Aim of the task: Could you retype every entry below exactly as written?

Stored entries
= Beginning of Section =
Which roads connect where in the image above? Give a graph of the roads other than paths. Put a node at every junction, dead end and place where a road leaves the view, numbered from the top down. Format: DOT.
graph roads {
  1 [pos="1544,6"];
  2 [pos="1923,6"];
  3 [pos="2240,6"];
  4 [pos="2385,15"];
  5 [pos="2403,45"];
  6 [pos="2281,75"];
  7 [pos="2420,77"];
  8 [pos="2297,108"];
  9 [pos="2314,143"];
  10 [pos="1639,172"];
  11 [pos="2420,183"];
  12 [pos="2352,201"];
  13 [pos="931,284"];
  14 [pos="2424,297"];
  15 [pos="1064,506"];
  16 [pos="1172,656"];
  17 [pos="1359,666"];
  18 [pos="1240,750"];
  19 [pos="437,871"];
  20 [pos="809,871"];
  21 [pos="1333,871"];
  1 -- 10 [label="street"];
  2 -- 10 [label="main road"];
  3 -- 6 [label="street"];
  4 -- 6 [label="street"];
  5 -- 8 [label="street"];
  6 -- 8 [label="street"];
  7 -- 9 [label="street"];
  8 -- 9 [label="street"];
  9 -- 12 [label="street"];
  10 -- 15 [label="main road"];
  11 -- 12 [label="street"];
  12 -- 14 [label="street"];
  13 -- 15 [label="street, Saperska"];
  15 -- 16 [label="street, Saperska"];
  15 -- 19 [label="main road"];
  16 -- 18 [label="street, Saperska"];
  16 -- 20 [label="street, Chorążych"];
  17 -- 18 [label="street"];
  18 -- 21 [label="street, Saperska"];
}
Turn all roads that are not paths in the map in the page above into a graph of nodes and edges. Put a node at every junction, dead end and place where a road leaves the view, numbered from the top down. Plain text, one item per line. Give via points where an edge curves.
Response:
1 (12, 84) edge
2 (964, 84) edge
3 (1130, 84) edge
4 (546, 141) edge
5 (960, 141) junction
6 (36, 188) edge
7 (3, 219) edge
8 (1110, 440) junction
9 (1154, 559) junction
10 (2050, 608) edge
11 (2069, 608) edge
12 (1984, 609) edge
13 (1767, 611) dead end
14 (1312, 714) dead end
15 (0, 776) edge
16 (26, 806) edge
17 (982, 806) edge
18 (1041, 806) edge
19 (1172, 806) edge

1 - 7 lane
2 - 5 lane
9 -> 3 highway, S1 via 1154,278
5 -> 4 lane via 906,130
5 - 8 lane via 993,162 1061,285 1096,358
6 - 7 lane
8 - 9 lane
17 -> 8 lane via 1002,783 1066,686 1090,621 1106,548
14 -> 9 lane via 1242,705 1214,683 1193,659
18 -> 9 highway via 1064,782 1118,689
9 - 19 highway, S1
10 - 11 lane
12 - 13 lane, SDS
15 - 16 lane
= End of Section =
Finished task:
Which roads connect where in the image above? Give a graph of the roads other than paths. Put a node at every junction, dead end and place where a road leaves the view, numbered from the top down. Format: DOT.
graph roads {
  1 [pos="1544,6"];
  2 [pos="1923,6"];
  3 [pos="2240,6"];
  4 [pos="2385,15"];
  5 [pos="2403,45"];
  6 [pos="2281,75"];
  7 [pos="2420,77"];
  8 [pos="2297,108"];
  9 [pos="2314,143"];
  10 [pos="1639,172"];
  11 [pos="2420,183"];
  12 [pos="2352,201"];
  13 [pos="931,284"];
  14 [pos="2424,297"];
  15 [pos="1064,506"];
  16 [pos="1172,656"];
  17 [pos="1359,666"];
  18 [pos="1240,750"];
  19 [pos="437,871"];
  20 [pos="809,871"];
  21 [pos="1333,871"];
  1 -- 10 [label="street"];
  2 -- 10 [label="main road"];
  3 -- 6 [label="street"];
  4 -- 6 [label="street"];
  5 -- 8 [label="street"];
  6 -- 8 [label="street"];
  7 -- 9 [label="street"];
  8 -- 9 [label="street"];
  9 -- 12 [label="street"];
  10 -- 15 [label="main road"];
  11 -- 12 [label="street"];
  12 -- 14 [label="street"];
  13 -- 15 [label="street, Saperska"];
  15 -- 16 [label="street, Saperska"];
  15 -- 19 [label="main road"];
  16 -- 18 [label="street, Saperska"];
  16 -- 20 [label="street, Chorążych"];
  17 -- 18 [label="street"];
  18 -- 21 [label="street, Saperska"];
}
Turn all roads that are not paths in the map in the page above into a graph of nodes and edges. Put a node at every junction, dead end and place where a road leaves the view, numbered from the top down. Plain text, one item per line. Give via points where an edge curves.
Response:
1 (12, 84) edge
2 (964, 84) edge
3 (1130, 84) edge
4 (546, 141) edge
5 (960, 141) junction
6 (36, 188) edge
7 (3, 219) edge
8 (1110, 440) junction
9 (1154, 559) junction
10 (2050, 608) edge
11 (2069, 608) edge
12 (1984, 609) edge
13 (1767, 611) dead end
14 (1312, 714) dead end
15 (0, 776) edge
16 (26, 806) edge
17 (982, 806) edge
18 (1041, 806) edge
19 (1172, 806) edge

1 - 7 lane
2 - 5 lane
9 -> 3 highway, S1 via 1154,278
5 -> 4 lane via 906,130
5 - 8 lane via 993,162 1061,285 1096,358
6 - 7 lane
8 - 9 lane
17 -> 8 lane via 1002,783 1066,686 1090,621 1106,548
14 -> 9 lane via 1242,705 1214,683 1193,659
18 -> 9 highway via 1064,782 1118,689
9 - 19 highway, S1
10 - 11 lane
12 - 13 lane, SDS
15 - 16 lane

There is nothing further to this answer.